(Stored data)
§

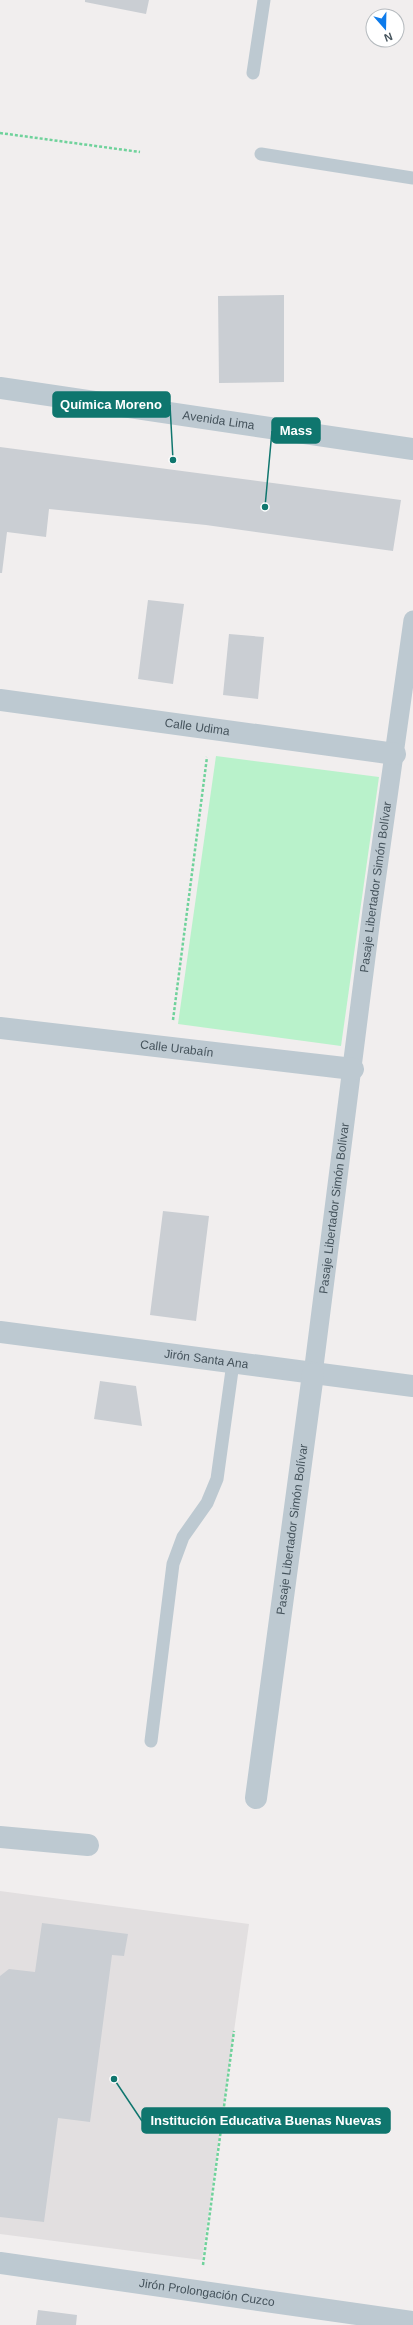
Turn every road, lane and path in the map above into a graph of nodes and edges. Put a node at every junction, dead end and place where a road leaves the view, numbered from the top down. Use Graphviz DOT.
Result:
graph roads {
  1 [pos="264,0"];
  2 [pos="253,72"];
  3 [pos="0,133"];
  4 [pos="140,152"];
  5 [pos="261,154"];
  6 [pos="413,178"];
  7 [pos="0,388"];
  8 [pos="413,449"];
  9 [pos="413,620"];
  10 [pos="0,700"];
  11 [pos="211,729"];
  12 [pos="395,754"];
  13 [pos="0,1028"];
  14 [pos="170,1048"];
  15 [pos="353,1069"];
  16 [pos="0,1332"];
  17 [pos="233,1363"];
  18 [pos="313,1374"];
  19 [pos="413,1386"];
  20 [pos="151,1741"];
  21 [pos="256,1798"];
  22 [pos="0,1837"];
  23 [pos="88,1846"];
  24 [pos="234,2031"];
  25 [pos="0,2263"];
  26 [pos="199,2291"];
  27 [pos="413,2322"];
  1 -- 2 [label="lane"];
  3 -- 4 [label="path"];
  5 -- 6 [label="lane"];
  7 -- 8 [label="street, Avenida Lima"];
  9 -- 12 [label="street, Pasaje Libertador Simón Bolívar"];
  10 -- 11 [label="street, Calle Udima"];
  11 -- 12 [label="street, Calle Udima"];
  11 -- 14 [label="path"];
  12 -- 15 [label="street, Pasaje Libertador Simón Bolívar"];
  13 -- 14 [label="street, Calle Urabaín"];
  14 -- 15 [label="street, Calle Urabaín"];
  15 -- 18 [label="street, Pasaje Libertador Simón Bolívar"];
  16 -- 17 [label="street, Jirón Santa Ana"];
  17 -- 18 [label="street, Jirón Santa Ana"];
  17 -- 20 [label="lane"];
  18 -- 19 [label="street, Jirón Santa Ana"];
  18 -- 21 [label="street, Pasaje Libertador Simón Bolívar"];
  22 -- 23 [label="street"];
  24 -- 26 [label="path"];
  25 -- 26 [label="street, Jirón Prolongación Cuzco"];
  26 -- 27 [label="street, Jirón Prolongación Cuzco"];
}
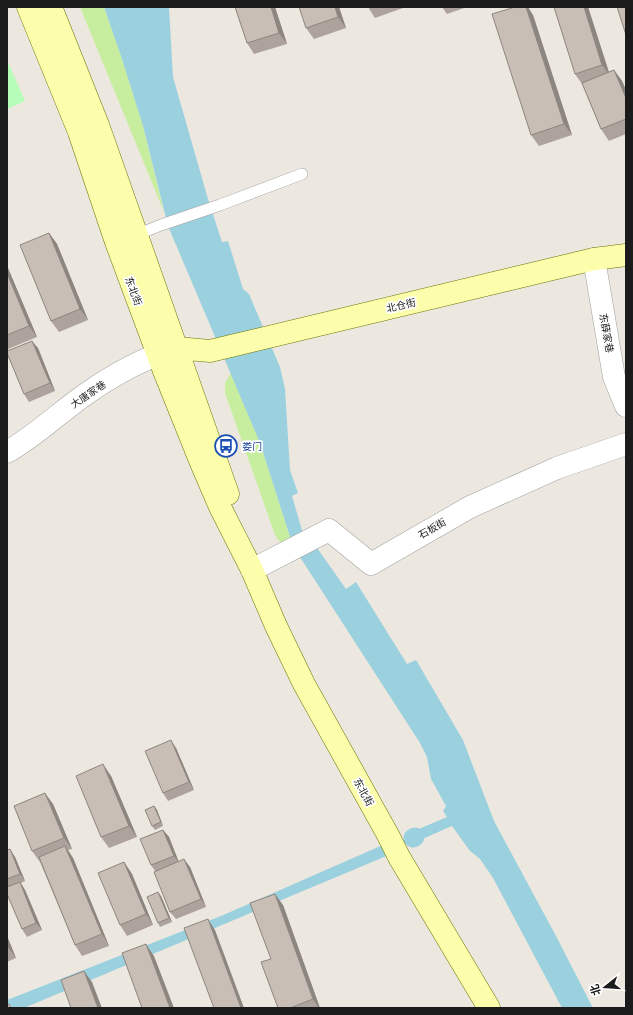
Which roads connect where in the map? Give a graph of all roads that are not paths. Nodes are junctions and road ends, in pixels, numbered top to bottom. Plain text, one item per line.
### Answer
1 (28, 7) edge
2 (51, 7) edge
3 (102, 167) junction
4 (302, 174) dead end
5 (136, 235) junction
6 (626, 255) edge
7 (594, 259) junction
8 (167, 351) junction
9 (626, 406) edge
10 (626, 444) edge
11 (7, 452) edge
12 (252, 570) junction
13 (485, 1007) edge

1 - 3 main road, 东北街
2 - 3 main road, 东北街
3 - 5 main road, 东北街
3 - 8 main road, 东北街
4 - 5 lane
5 - 8 main road, 东北街
6 - 7 main road, 北仓街
7 - 8 main road, 北仓街
7 - 9 street, 东薛家巷
8 - 11 street, 大唐家巷
8 - 12 main road, 东北街
10 - 12 street, 石板街
12 - 13 main road, 东北街

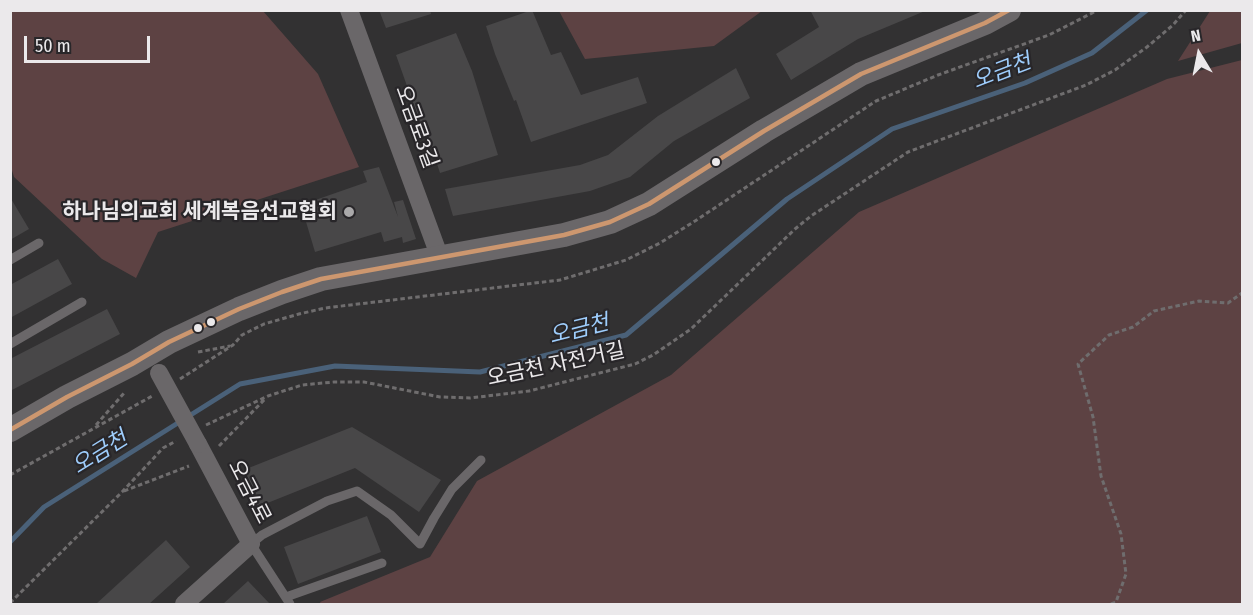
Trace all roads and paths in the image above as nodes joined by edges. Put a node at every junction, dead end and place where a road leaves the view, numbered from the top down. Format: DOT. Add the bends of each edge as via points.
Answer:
graph roads {
  1 [pos="349,10"];
  2 [pos="1009,10"];
  3 [pos="1186,10"];
  4 [pos="39,243"];
  5 [pos="440,258"];
  6 [pos="10,260"];
  7 [pos="1242,293"];
  8 [pos="82,302"];
  9 [pos="10,344"];
  10 [pos="233,345"];
  11 [pos="187,354"];
  12 [pos="154,364"];
  13 [pos="130,385"];
  14 [pos="267,396"];
  15 [pos="94,427"];
  16 [pos="10,430"];
  17 [pos="193,436"];
  18 [pos="218,448"];
  19 [pos="481,460"];
  20 [pos="189,465"];
  21 [pos="122,492"];
  22 [pos="251,544"];
  23 [pos="382,563"];
  24 [pos="288,601"];
  25 [pos="10,603"];
  26 [pos="184,604"];
  27 [pos="1111,604"];
  1 -- 5 [label="street, 오금로3길"];
  2 -- 5 [label="street" via="986,24 861,74 649,204 610,222 564,235"];
  3 -- 14 [label="path, 오금천 자전거길" via="1147,47 1086,85 908,152 795,229 691,328 635,364 529,391 470,398 334,381 302,385"];
  4 -- 6 [label="lane"];
  5 -- 12 [label="street" via="311,282 239,309"];
  7 -- 27 [label="path" via="1228,303 1199,301 1154,311 1133,327 1109,335 1078,364 1093,417 1101,476 1121,534 1126,574 1116,602"];
  8 -- 9 [label="lane"];
  10 -- 11 [label="path"];
  12 -- 16 [label="street" via="67,397"];
  12 -- 17 [label="street, 오금4로, bridge"];
  13 -- 15 [label="path"];
  14 -- 17 [label="path, 오금천 자전거길"];
  14 -- 18 [label="path"];
  17 -- 21 [label="path, 오금천 자전거길" via="163,448"];
  17 -- 22 [label="street, 오금4로"];
  19 -- 22 [label="lane" via="452,489 420,544 391,515 357,491 327,501"];
  20 -- 21 [label="path"];
  21 -- 25 [label="path, 오금천 자전거길"];
  22 -- 24 [label="lane"];
  22 -- 26 [label="street, 오금4로"];
  23 -- 24 [label="lane"];
}
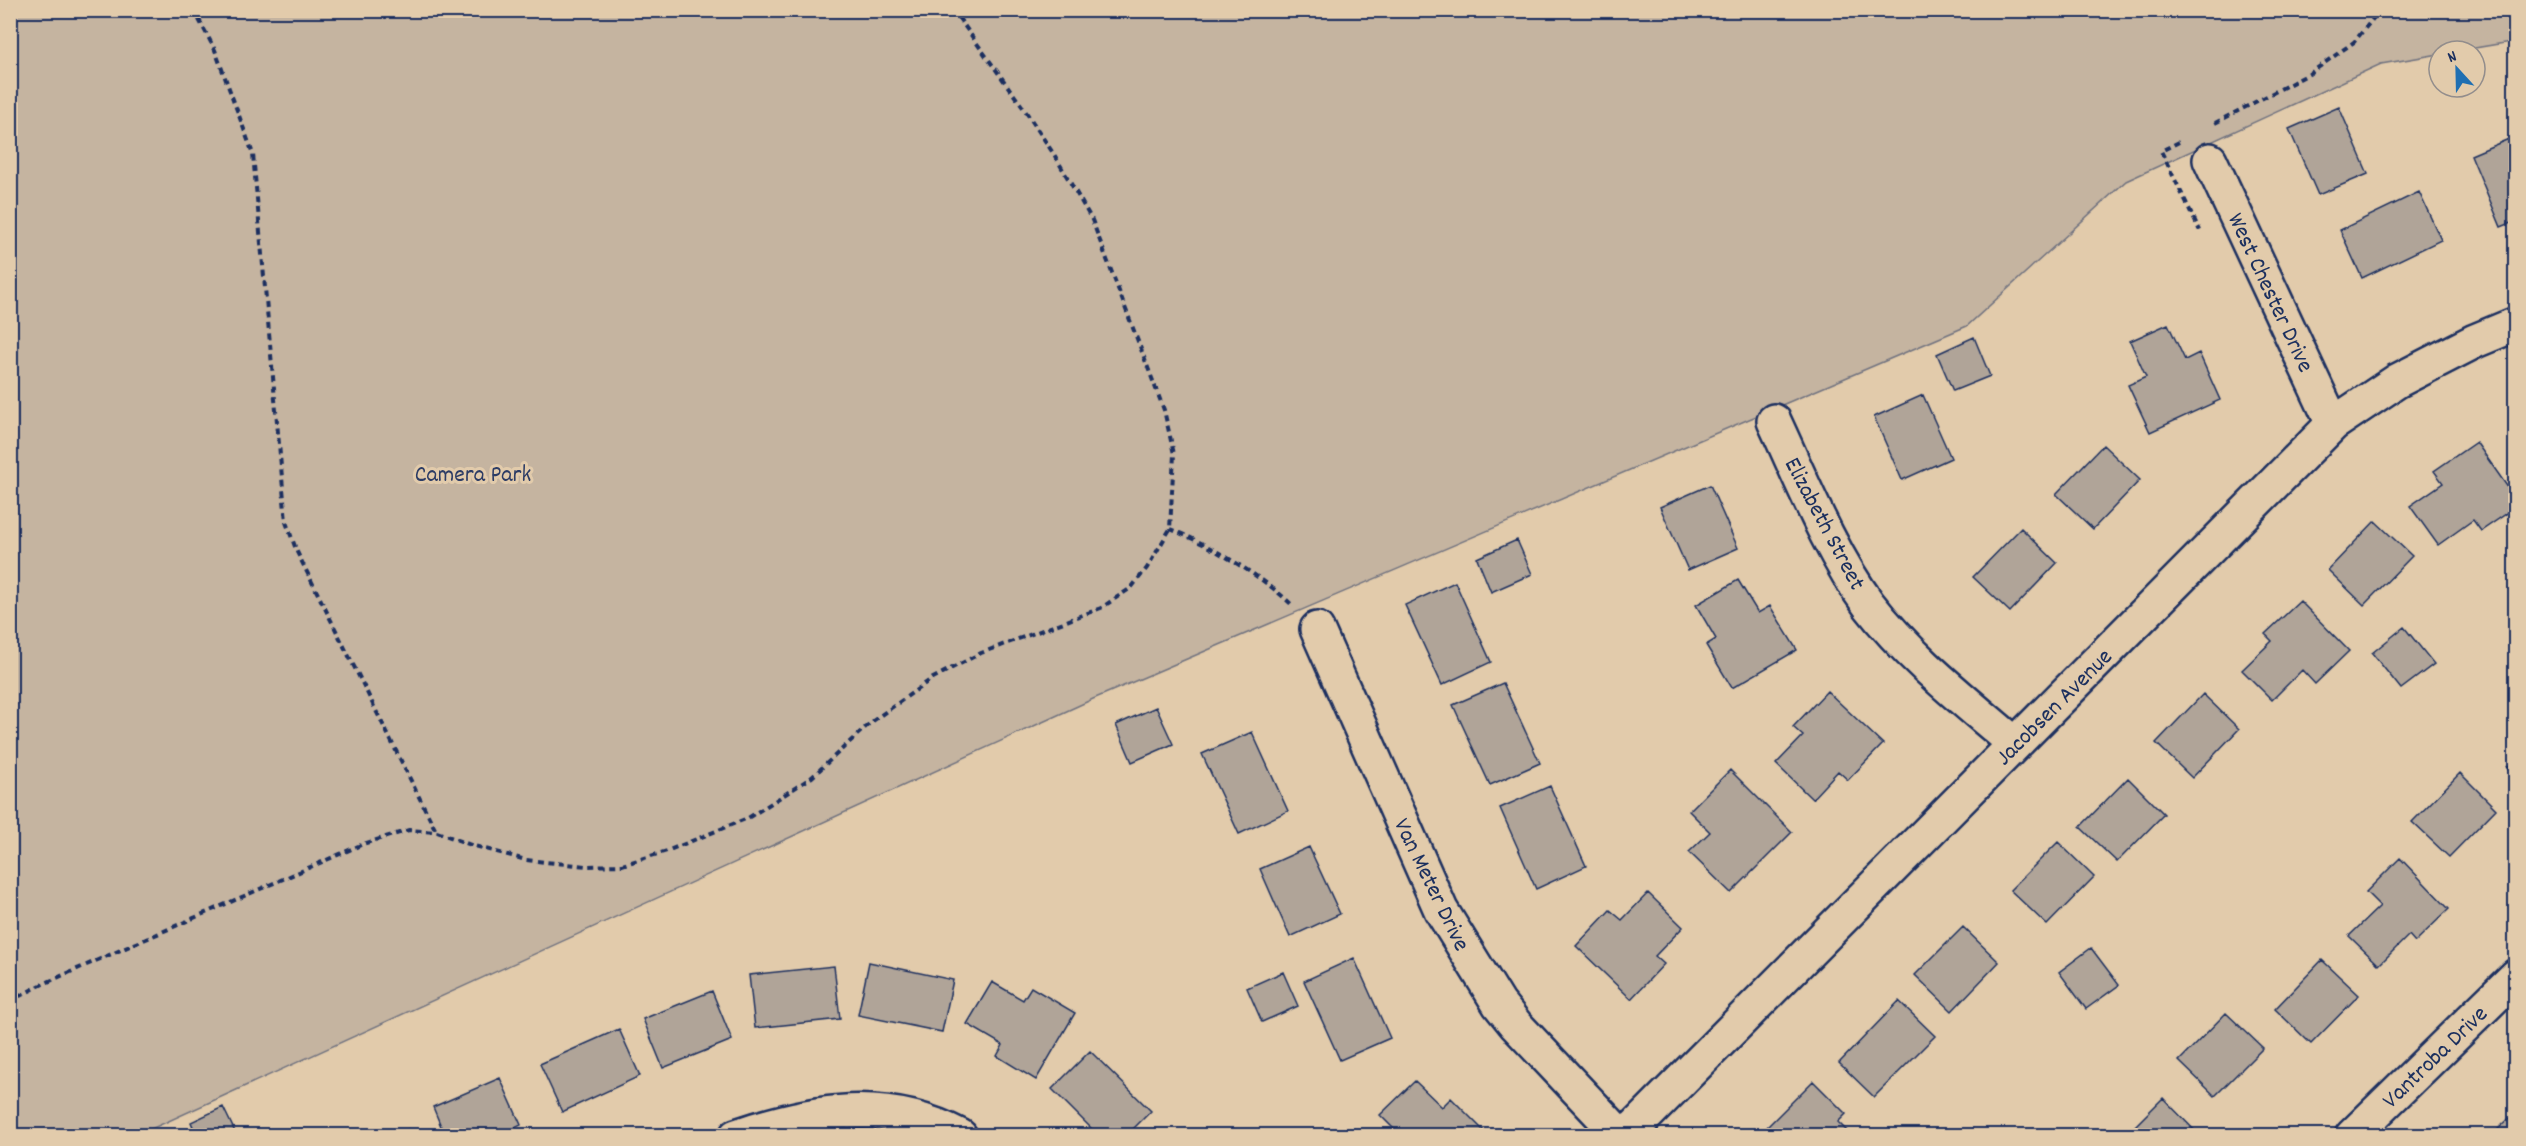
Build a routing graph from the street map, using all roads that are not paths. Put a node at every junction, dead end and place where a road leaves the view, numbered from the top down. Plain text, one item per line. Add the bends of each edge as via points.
1 (2210, 160) dead end
2 (2516, 324) edge
3 (1774, 421) dead end
4 (2333, 424) junction
5 (1317, 629) road end
6 (2015, 744) junction
7 (2516, 976) edge
8 (736, 1136) edge
9 (960, 1136) edge
10 (1621, 1136) edge
11 (1626, 1136) edge
12 (2352, 1136) edge

1 - 4 street, West Chester Drive
2 - 4 street, Jacobsen Avenue via 2397,381
3 - 6 street, Elizabeth Street via 1824,529 1868,603 1904,646
4 - 6 street, Jacobsen Avenue
5 - 10 street, Van Meter Drive via 1441,910 1466,952 1516,1025
6 - 11 street, Jacobsen Avenue
7 - 12 street, Vantroba Drive
8 - 9 street via 781,1121 836,1111 893,1112 941,1125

§

— Problem to solve —
Only the text of the entries above is to be given again, exactly, with the pictures left out.

— Finished exercise —
Turn every road, lane and path in the map above into a graph of nodes and edges. Put a node at every junction, dead end and place where a road leaves the view, numbered from the top down. Use Graphviz DOT.
Result:
graph roads {
  1 [pos="264,0"];
  2 [pos="253,72"];
  3 [pos="0,133"];
  4 [pos="140,152"];
  5 [pos="261,154"];
  6 [pos="413,178"];
  7 [pos="0,388"];
  8 [pos="413,449"];
  9 [pos="413,620"];
  10 [pos="0,700"];
  11 [pos="211,729"];
  12 [pos="395,754"];
  13 [pos="0,1028"];
  14 [pos="170,1048"];
  15 [pos="353,1069"];
  16 [pos="0,1332"];
  17 [pos="233,1363"];
  18 [pos="313,1374"];
  19 [pos="413,1386"];
  20 [pos="151,1741"];
  21 [pos="256,1798"];
  22 [pos="0,1837"];
  23 [pos="88,1846"];
  24 [pos="234,2031"];
  25 [pos="0,2263"];
  26 [pos="199,2291"];
  27 [pos="413,2322"];
  1 -- 2 [label="lane"];
  3 -- 4 [label="path"];
  5 -- 6 [label="lane"];
  7 -- 8 [label="street, Avenida Lima"];
  9 -- 12 [label="street, Pasaje Libertador Simón Bolívar"];
  10 -- 11 [label="street, Calle Udima"];
  11 -- 12 [label="street, Calle Udima"];
  11 -- 14 [label="path"];
  12 -- 15 [label="street, Pasaje Libertador Simón Bolívar"];
  13 -- 14 [label="street, Calle Urabaín"];
  14 -- 15 [label="street, Calle Urabaín"];
  15 -- 18 [label="street, Pasaje Libertador Simón Bolívar"];
  16 -- 17 [label="street, Jirón Santa Ana"];
  17 -- 18 [label="street, Jirón Santa Ana"];
  17 -- 20 [label="lane"];
  18 -- 19 [label="street, Jirón Santa Ana"];
  18 -- 21 [label="street, Pasaje Libertador Simón Bolívar"];
  22 -- 23 [label="street"];
  24 -- 26 [label="path"];
  25 -- 26 [label="street, Jirón Prolongación Cuzco"];
  26 -- 27 [label="street, Jirón Prolongación Cuzco"];
}
Which roads connect where in the map? Give a graph of all roads that are not paths. Nodes are junctions and road ends, in pixels, numbered top to bottom. Plain text, one item per line.
### Answer
1 (28, 7) edge
2 (51, 7) edge
3 (102, 167) junction
4 (302, 174) dead end
5 (136, 235) junction
6 (626, 255) edge
7 (594, 259) junction
8 (167, 351) junction
9 (626, 406) edge
10 (626, 444) edge
11 (7, 452) edge
12 (252, 570) junction
13 (485, 1007) edge

1 - 3 main road, 东北街
2 - 3 main road, 东北街
3 - 5 main road, 东北街
3 - 8 main road, 东北街
4 - 5 lane
5 - 8 main road, 东北街
6 - 7 main road, 北仓街
7 - 8 main road, 北仓街
7 - 9 street, 东薛家巷
8 - 11 street, 大唐家巷
8 - 12 main road, 东北街
10 - 12 street, 石板街
12 - 13 main road, 东北街

Trace all roads and paths in the image above as nodes joined by edges. Put a node at every junction, dead end and place where a road leaves the view, numbered from the top down. Format: DOT. Add the bends of each edge as via points.
Answer:
graph roads {
  1 [pos="349,10"];
  2 [pos="1009,10"];
  3 [pos="1186,10"];
  4 [pos="39,243"];
  5 [pos="440,258"];
  6 [pos="10,260"];
  7 [pos="1242,293"];
  8 [pos="82,302"];
  9 [pos="10,344"];
  10 [pos="233,345"];
  11 [pos="187,354"];
  12 [pos="154,364"];
  13 [pos="130,385"];
  14 [pos="267,396"];
  15 [pos="94,427"];
  16 [pos="10,430"];
  17 [pos="193,436"];
  18 [pos="218,448"];
  19 [pos="481,460"];
  20 [pos="189,465"];
  21 [pos="122,492"];
  22 [pos="251,544"];
  23 [pos="382,563"];
  24 [pos="288,601"];
  25 [pos="10,603"];
  26 [pos="184,604"];
  27 [pos="1111,604"];
  1 -- 5 [label="street, 오금로3길"];
  2 -- 5 [label="street" via="986,24 861,74 649,204 610,222 564,235"];
  3 -- 14 [label="path, 오금천 자전거길" via="1147,47 1086,85 908,152 795,229 691,328 635,364 529,391 470,398 334,381 302,385"];
  4 -- 6 [label="lane"];
  5 -- 12 [label="street" via="311,282 239,309"];
  7 -- 27 [label="path" via="1228,303 1199,301 1154,311 1133,327 1109,335 1078,364 1093,417 1101,476 1121,534 1126,574 1116,602"];
  8 -- 9 [label="lane"];
  10 -- 11 [label="path"];
  12 -- 16 [label="street" via="67,397"];
  12 -- 17 [label="street, 오금4로, bridge"];
  13 -- 15 [label="path"];
  14 -- 17 [label="path, 오금천 자전거길"];
  14 -- 18 [label="path"];
  17 -- 21 [label="path, 오금천 자전거길" via="163,448"];
  17 -- 22 [label="street, 오금4로"];
  19 -- 22 [label="lane" via="452,489 420,544 391,515 357,491 327,501"];
  20 -- 21 [label="path"];
  21 -- 25 [label="path, 오금천 자전거길"];
  22 -- 24 [label="lane"];
  22 -- 26 [label="street, 오금4로"];
  23 -- 24 [label="lane"];
}
Build a routing graph from the street map, using all roads that are not paths. Put a node at every junction, dead end and place where a road leaves the view, numbered from the top down. Plain text, one item per line. Add the bends of each edge as via points.
1 (2210, 160) dead end
2 (2516, 324) edge
3 (1774, 421) dead end
4 (2333, 424) junction
5 (1317, 629) road end
6 (2015, 744) junction
7 (2516, 976) edge
8 (736, 1136) edge
9 (960, 1136) edge
10 (1621, 1136) edge
11 (1626, 1136) edge
12 (2352, 1136) edge

1 - 4 street, West Chester Drive
2 - 4 street, Jacobsen Avenue via 2397,381
3 - 6 street, Elizabeth Street via 1824,529 1868,603 1904,646
4 - 6 street, Jacobsen Avenue
5 - 10 street, Van Meter Drive via 1441,910 1466,952 1516,1025
6 - 11 street, Jacobsen Avenue
7 - 12 street, Vantroba Drive
8 - 9 street via 781,1121 836,1111 893,1112 941,1125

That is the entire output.